MATERIAL TO PROCESS –

---*---

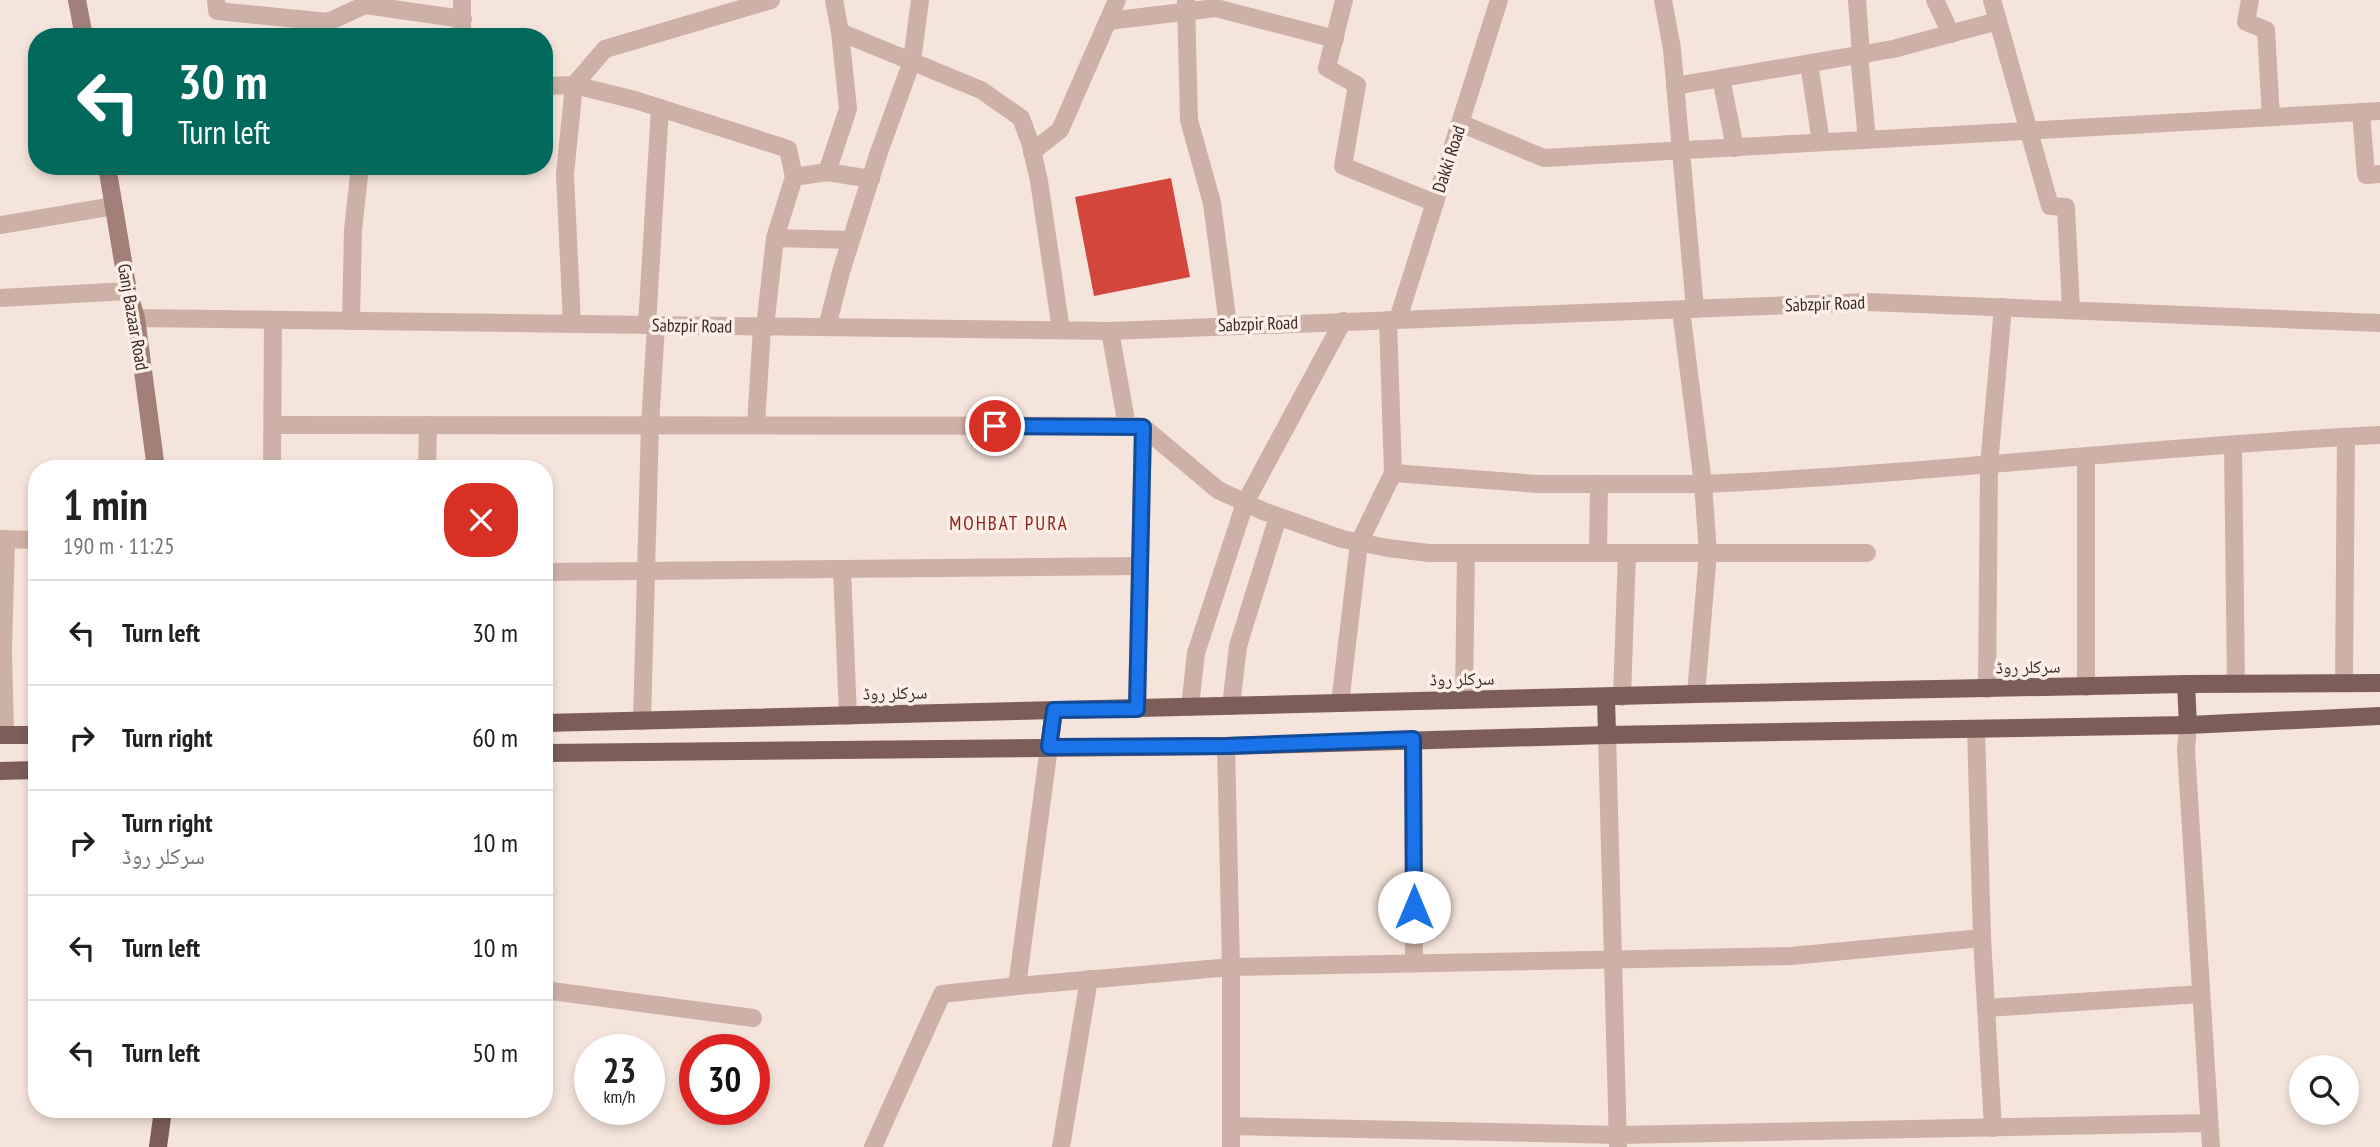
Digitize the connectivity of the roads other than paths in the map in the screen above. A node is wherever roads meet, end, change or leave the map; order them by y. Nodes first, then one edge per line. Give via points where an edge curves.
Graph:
1 (77, 0) edge
2 (216, 0) edge
3 (462, 0) edge
4 (771, 0) edge
5 (834, 0) edge
6 (920, 0) edge
7 (1117, 0) edge
8 (1259, 0) edge
9 (1344, 0) edge
10 (1499, 0) edge
11 (1663, 0) edge
12 (1857, 0) edge
13 (1935, 0) edge
14 (1992, 0) edge
15 (2249, 0) edge
16 (1186, 6) edge
17 (1258, 19) junction
18 (1108, 21) junction
19 (1998, 22) junction
20 (82, 28) edge
21 (463, 28) edge
22 (840, 32) junction
23 (1951, 34) junction
24 (1335, 39) junction
25 (1860, 55) junction
26 (912, 61) junction
27 (1809, 64) junction
28 (1721, 78) junction
29 (574, 85) junction
30 (553, 86) edge
31 (1675, 86) junction
32 (660, 108) junction
33 (2380, 111) edge
34 (2361, 112) junction
35 (2271, 117) junction
36 (1460, 123) junction
37 (2029, 131) junction
38 (1867, 140) junction
39 (1821, 142) junction
40 (1735, 148) junction
41 (1681, 150) junction
42 (1032, 152) junction
43 (827, 172) junction
44 (2380, 174) edge
45 (109, 175) edge
46 (359, 175) edge
47 (794, 177) junction
48 (871, 179) junction
49 (1435, 203) junction
50 (114, 206) junction
51 (0, 225) edge
52 (775, 239) junction
53 (851, 240) junction
54 (128, 291) junction
55 (0, 298) edge
56 (2003, 307) junction
57 (1688, 309) junction
58 (2071, 309) junction
59 (136, 318) junction
60 (1393, 319) junction
61 (274, 320) junction
62 (351, 321) junction
63 (1343, 321) junction
64 (2380, 323) edge
65 (572, 324) junction
66 (651, 325) junction
67 (1228, 325) junction
68 (764, 327) junction
69 (827, 327) junction
70 (1061, 330) junction
71 (1110, 331) junction
72 (273, 425) junction
73 (428, 425) junction
74 (650, 425) junction
75 (756, 425) junction
76 (1135, 426) junction
77 (2380, 435) edge
78 (2346, 437) junction
79 (2233, 445) junction
80 (2086, 458) junction
81 (155, 460) edge
82 (272, 460) edge
83 (428, 460) edge
84 (1989, 465) junction
85 (1394, 473) junction
86 (1599, 484) junction
87 (1703, 484) junction
88 (1245, 503) junction
89 (1278, 517) junction
90 (3, 540) edge
91 (28, 540) edge
92 (1359, 543) junction
93 (1466, 553) junction
94 (1598, 553) junction
95 (1627, 553) junction
96 (1708, 553) junction
97 (1867, 553) dead end
98 (1140, 566) junction
99 (842, 570) junction
100 (648, 571) junction
101 (553, 572) edge
102 (2344, 683) junction
103 (2380, 683) edge
104 (2186, 684) junction
105 (2235, 684) junction
106 (2086, 687) junction
107 (1987, 689) junction
108 (1696, 694) junction
109 (1614, 697) junction
110 (1464, 700) junction
111 (1340, 703) junction
112 (1231, 706) junction
113 (1190, 707) junction
114 (1137, 709) junction
115 (1054, 710) junction
116 (848, 716) junction
117 (2380, 716) edge
118 (642, 721) junction
119 (553, 723) edge
120 (2188, 725) junction
121 (1976, 729) junction
122 (2, 735) edge
123 (28, 735) edge
124 (1607, 735) junction
125 (1413, 739) junction
126 (1226, 746) junction
127 (1049, 747) junction
128 (553, 753) edge
129 (28, 769) edge
130 (0, 771) edge
131 (1982, 938) junction
132 (1613, 959) junction
133 (1414, 963) junction
134 (1231, 967) junction
135 (1089, 979) junction
136 (1017, 986) junction
137 (553, 991) edge
138 (2201, 994) junction
139 (1986, 1008) junction
140 (753, 1018) dead end
141 (162, 1118) edge
142 (2209, 1123) junction
143 (1231, 1126) junction
144 (1993, 1128) junction
145 (1618, 1141) edge
146 (158, 1147) edge
147 (873, 1147) edge
148 (1061, 1147) edge
149 (1231, 1147) edge
150 (2211, 1147) edge

1 - 20 street
2 - 21 street via 217,11 328,22 365,5
3 - 21 street
4 - 29 street via 605,49
5 - 22 street
6 - 26 street
7 - 18 street
8 - 17 street
9 - 24 street
10 - 36 street, Dakki Road
11 - 31 street
12 - 25 street
13 - 23 street
14 - 19 street
15 - 35 street via 2246,22 2266,30
16 - 17 street
16 - 18 street
16 - 67 street via 1189,121 1212,203
17 - 24 street
18 - 42 street via 1060,130
19 - 23 street
19 - 37 street
22 - 26 street
22 - 43 street via 848,109
23 - 25 street
24 - 49 street via 1327,68 1357,85 1343,166
25 - 27 street
25 - 38 street
26 - 42 street via 981,90 1021,118
26 - 48 street
27 - 28 street
27 - 39 street
28 - 31 street
28 - 40 street
29 - 30 street
29 - 32 street
29 - 65 street via 565,174
31 - 41 street
32 - 47 street via 788,149
32 - 66 street
33 - 34 street
34 - 35 street
34 - 44 street via 2366,175
35 - 37 street
36 - 41 street via 1544,158
36 - 49 street, Dakki Road
37 - 38 street
37 - 58 street via 2050,206 2066,207
38 - 39 street
39 - 40 street
40 - 41 street
41 - 57 street
42 - 70 street
43 - 47 street
43 - 48 street
45 - 50 street, Ganj Bazaar Road
46 - 62 street
47 - 52 street
48 - 53 street
49 - 60 street, Dakki Road
50 - 51 street
50 - 54 street, Ganj Bazaar Road
52 - 53 street
52 - 68 street
53 - 69 street
54 - 55 street
54 - 59 street, Ganj Bazaar Road
56 - 57 street, Sabzpir Road via 1869,302
56 - 58 street, Sabzpir Road
56 - 84 street
57 - 60 street, Sabzpir Road
57 - 87 street
58 - 64 street, Sabzpir Road
59 - 61 street, Sabzpir Road
59 - 81 street, Ganj Bazaar Road
60 - 63 street, Sabzpir Road
60 - 85 street, Dakki Road
61 - 62 street, Sabzpir Road
61 - 72 street
62 - 65 street, Sabzpir Road
63 - 67 street, Sabzpir Road
63 - 88 street
65 - 66 street, Sabzpir Road
66 - 68 street, Sabzpir Road
66 - 74 street
67 - 71 street, Sabzpir Road
68 - 69 street, Sabzpir Road
68 - 75 street
69 - 70 street, Sabzpir Road
70 - 71 street, Sabzpir Road
71 - 76 street
72 - 73 street
72 - 82 street
73 - 74 street
73 - 83 street
74 - 75 street
74 - 100 street
75 - 76 street
76 - 88 street via 1218,490
76 - 98 street
77 - 78 street
78 - 79 street
78 - 102 street
79 - 80 street
79 - 105 street
80 - 84 street
80 - 106 street
84 - 87 street
84 - 107 street
85 - 86 street
85 - 92 street
86 - 87 street
86 - 94 street
87 - 96 street
88 - 89 street
88 - 113 street via 1196,653
89 - 92 street
89 - 112 street via 1238,646
90 - 91 street
90 - 122 street
92 - 93 street
92 - 111 street
93 - 94 street
93 - 110 street
94 - 95 street
95 - 96 street
95 - 109 street
96 - 97 street
96 - 108 street
98 - 99 street
98 - 114 street
99 - 100 street
99 - 116 street
100 - 101 street
100 - 118 street
102 - 103 main road, سرکلر روڈ
102 - 105 main road, سرکلر روڈ
104 - 105 main road, سرکلر روڈ
104 - 106 main road, سرکلر روڈ
104 - 120 main road
106 - 107 main road, سرکلر روڈ
107 - 108 main road, سرکلر روڈ
108 - 109 main road, سرکلر روڈ
109 - 110 main road, سرکلر روڈ
109 - 124 main road
110 - 111 main road, سرکلر روڈ
111 - 112 main road, سرکلر روڈ
112 - 113 main road, سرکلر روڈ
113 - 114 main road, سرکلر روڈ
114 - 115 main road, سرکلر روڈ
115 - 116 main road, سرکلر روڈ
115 - 127 main road
116 - 118 main road, سرکلر روڈ
117 - 120 main road
118 - 119 main road, سرکلر روڈ
120 - 121 main road
120 - 138 street
121 - 124 main road
121 - 131 street
122 - 123 main road
124 - 125 main road
124 - 132 street
125 - 126 main road
125 - 133 street
126 - 127 main road
126 - 134 street
127 - 128 main road
127 - 136 street
129 - 130 main road
131 - 132 street via 1791,956
131 - 139 street
132 - 133 street
132 - 145 street
133 - 134 street
134 - 135 street
134 - 143 street
135 - 136 street
135 - 148 street
136 - 147 street via 942,993
137 - 140 street
138 - 139 street
138 - 142 street
139 - 144 street
141 - 146 main road
142 - 144 street
142 - 150 street
143 - 145 street
143 - 149 street
144 - 145 street

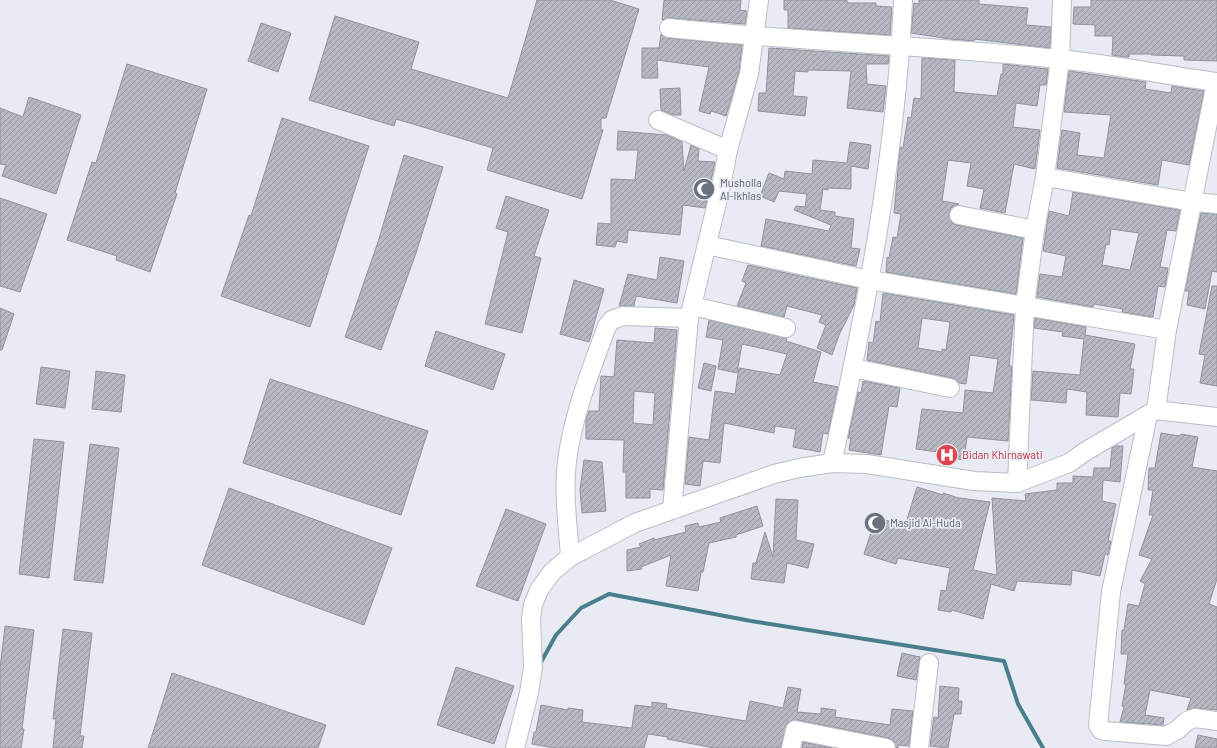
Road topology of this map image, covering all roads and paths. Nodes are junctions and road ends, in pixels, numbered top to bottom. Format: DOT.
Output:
graph roads {
  1 [pos="759,0"];
  2 [pos="902,0"];
  3 [pos="1062,0"];
  4 [pos="669,28"];
  5 [pos="754,37"];
  6 [pos="901,45"];
  7 [pos="1060,59"];
  8 [pos="1217,82"];
  9 [pos="658,120"];
  10 [pos="728,150"];
  11 [pos="1045,177"];
  12 [pos="1194,202"];
  13 [pos="1217,204"];
  14 [pos="959,215"];
  15 [pos="1035,230"];
  16 [pos="707,245"];
  17 [pos="870,280"];
  18 [pos="1024,305"];
  19 [pos="691,312"];
  20 [pos="786,328"];
  21 [pos="1167,330"];
  22 [pos="853,368"];
  23 [pos="950,388"];
  24 [pos="1152,413"];
  25 [pos="1217,417"];
  26 [pos="832,462"];
  27 [pos="1017,483"];
  28 [pos="672,510"];
  29 [pos="570,557"];
  30 [pos="929,663"];
  31 [pos="1217,721"];
  32 [pos="515,748"];
  33 [pos="791,748"];
  34 [pos="886,748"];
  35 [pos="919,748"];
  1 -- 5 [label="street"];
  2 -- 6 [label="street"];
  3 -- 7 [label="street"];
  4 -- 5 [label="street"];
  5 -- 6 [label="street"];
  5 -- 10 [label="street"];
  6 -- 7 [label="street"];
  6 -- 17 [label="street"];
  7 -- 8 [label="street"];
  7 -- 11 [label="street"];
  8 -- 12 [label="street"];
  9 -- 10 [label="street"];
  10 -- 16 [label="street"];
  11 -- 12 [label="street"];
  11 -- 15 [label="street"];
  12 -- 13 [label="street"];
  12 -- 21 [label="street"];
  14 -- 15 [label="street"];
  15 -- 18 [label="street"];
  16 -- 17 [label="street"];
  16 -- 19 [label="street"];
  17 -- 18 [label="street"];
  17 -- 22 [label="street"];
  18 -- 21 [label="street"];
  18 -- 27 [label="street"];
  19 -- 20 [label="street"];
  19 -- 28 [label="street"];
  19 -- 29 [label="street"];
  21 -- 24 [label="street"];
  22 -- 23 [label="street"];
  22 -- 26 [label="street"];
  24 -- 25 [label="street"];
  24 -- 27 [label="street"];
  24 -- 31 [label="street"];
  26 -- 27 [label="street"];
  26 -- 28 [label="street"];
  28 -- 29 [label="street"];
  29 -- 32 [label="street"];
  30 -- 35 [label="street"];
  33 -- 34 [label="street"];
}
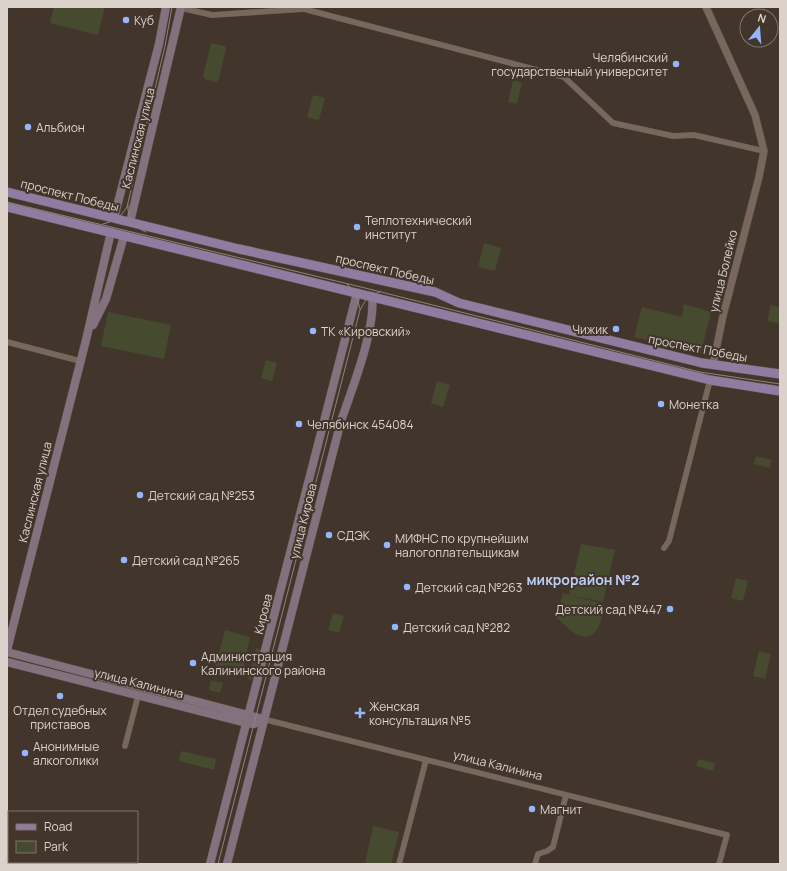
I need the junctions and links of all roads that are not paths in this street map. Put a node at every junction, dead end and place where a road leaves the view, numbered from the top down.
1 (166, 7) edge
2 (181, 7) edge
3 (706, 7) edge
4 (764, 151) junction
5 (7, 192) edge
6 (7, 207) edge
7 (114, 218) junction
8 (130, 222) junction
9 (111, 232) junction
10 (124, 236) junction
11 (369, 279) junction
12 (357, 293) junction
13 (372, 296) junction
14 (86, 340) junction
15 (7, 342) edge
16 (80, 361) junction
17 (713, 365) junction
18 (780, 374) edge
19 (710, 380) junction
20 (780, 391) edge
21 (664, 548) dead end
22 (7, 651) edge
23 (7, 662) edge
24 (138, 696) junction
25 (248, 719) junction
26 (263, 719) junction
27 (125, 746) dead end
28 (426, 760) junction
29 (566, 795) junction
30 (210, 864) edge
31 (227, 864) edge
32 (399, 864) edge
33 (536, 864) edge
34 (719, 864) edge

1 - 7 main road, Каслинская улица
2 - 4 street
2 - 8 main road, Каслинская улица
3 - 4 street, улица Болейко
4 - 17 street, улица Болейко
5 - 7 main road, проспект Победы
6 - 9 main road, проспект Победы
7 - 8 main road, проспект Победы
7 - 9 main road, Каслинская улица
8 - 10 main road, Каслинская улица
8 - 11 main road, проспект Победы
9 - 10 main road, проспект Победы
9 - 14 main road, Каслинская улица
10 - 12 main road, проспект Победы
10 - 14 main road, Каслинская улица
11 - 12 main road
11 - 13 main road, улица Кирова
11 - 17 main road, проспект Победы
12 - 13 main road, проспект Победы
12 - 25 main road, Кирова
13 - 19 main road, проспект Победы
13 - 26 main road, улица Кирова
14 - 16 main road, Каслинская улица
15 - 16 street
16 - 22 main road, Каслинская улица
17 - 18 main road, проспект Победы
17 - 19 main road, улица Болейко
19 - 20 main road, проспект Победы
19 - 21 street, улица Болейко
22 - 25 main road, улица Калинина
23 - 24 main road, улица Калинина
24 - 25 main road, улица Калинина
24 - 27 street
25 - 26 main road, улица Калинина
25 - 30 main road, Кирова
26 - 28 street, улица Калинина
26 - 31 main road, улица Кирова
28 - 29 street, улица Калинина
28 - 32 street
29 - 33 street
29 - 34 street, улица Калинина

---*---

TASK REQUIREMENTS –
In the listing, find each line with the string "Ganj" and copy it.

RESULT –
45 - 50 street, Ganj Bazaar Road
50 - 54 street, Ganj Bazaar Road
54 - 59 street, Ganj Bazaar Road
59 - 81 street, Ganj Bazaar Road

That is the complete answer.